I read on some legal site recently that it is deemed unfair to allow some employees to effectively get away with something that I was dismissed for. Is this correct?

Ben Jones :

No it is not, this has nothing to do with your rights, this could apply to employees who are protected against unfair dismissal once they have the 2 years' service, but not before that

Customer:

How would I be able to prove that the dismissal was because of the jury duty, there is no written evidence of only a mobile phone I made to my boss?

Ben Jones :

it is not for you to prove that, it is for the employer to prove that it was not and that they had other reasons to dismiss

Customer:

What is the procedure for me to follow if I wish to go down this route of unfair dismissal due to Jury Duty?

Ben Jones :

You have to go through ACAS first. This is a new feature in the employment tribunal’s claims process called mandatory early conciliation. This requires you to notify ACAS and provide details of your intended claim and they would then try to negotiate between you and respondent to seek out of court settlement in order to avoid having to take the claim to the tribunal. It is possible for the parties to refuse to engage in these negotiations, or that they are unsuccessful, in which case they would get permission to proceed with making the claim in the tribunal.
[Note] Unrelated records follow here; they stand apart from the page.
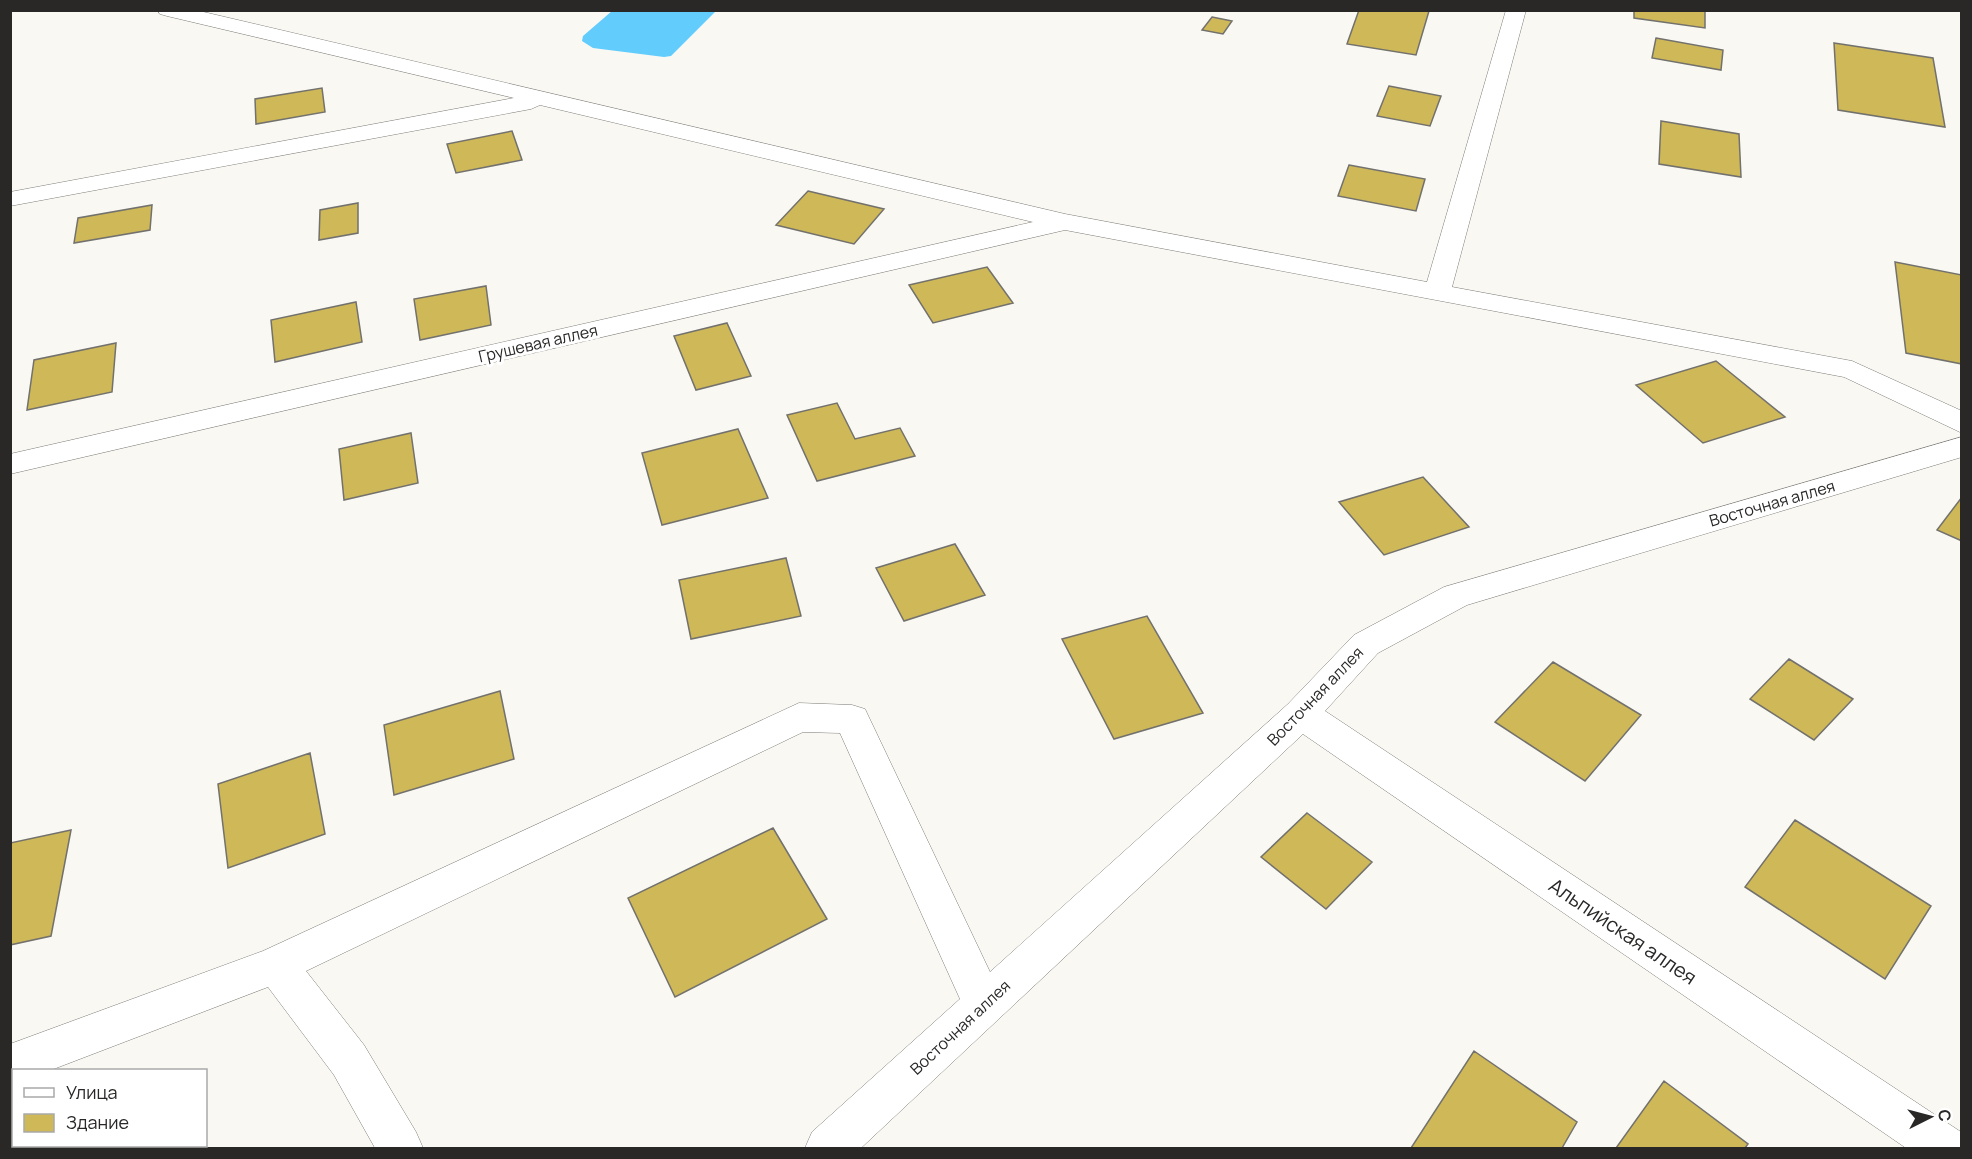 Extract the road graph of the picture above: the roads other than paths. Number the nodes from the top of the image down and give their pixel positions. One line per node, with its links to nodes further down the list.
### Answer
1 (167, 10): 3 (street)
2 (1516, 10): 6 (street)
3 (544, 99): 4 (street); 5 (street)
4 (10, 200)
5 (1065, 222): 6 (street); 9 (street, Грушевая аллея)
6 (1437, 292): 7 (street)
7 (1962, 423)
8 (1962, 447): 10 (street, Восточная аллея)
9 (10, 464)
10 (1301, 714): 12 (street, Восточная аллея); 16 (street, Альпийская аллея)
11 (276, 965): 12 (street); 13 (street); 14 (street)
12 (984, 1004): 15 (street, Восточная аллея)
13 (10, 1065)
14 (400, 1149)
15 (828, 1149)
16 (1945, 1149)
If negotiations are initiated and settlement is reached, then the claimant would agree not to proceed with the claim in return for the agreed financial settlement.

The conciliation procedure and the form to fill in can be found here:

https://ec.acas.org.uk/Submission/SingleClaimantPage

If conciliation is not possible you will be issued with a reference number and can then make your claim through the employment tribunal’s website

Customer:

Thanks very much for the advice. I think I will follow this route and see where it goes.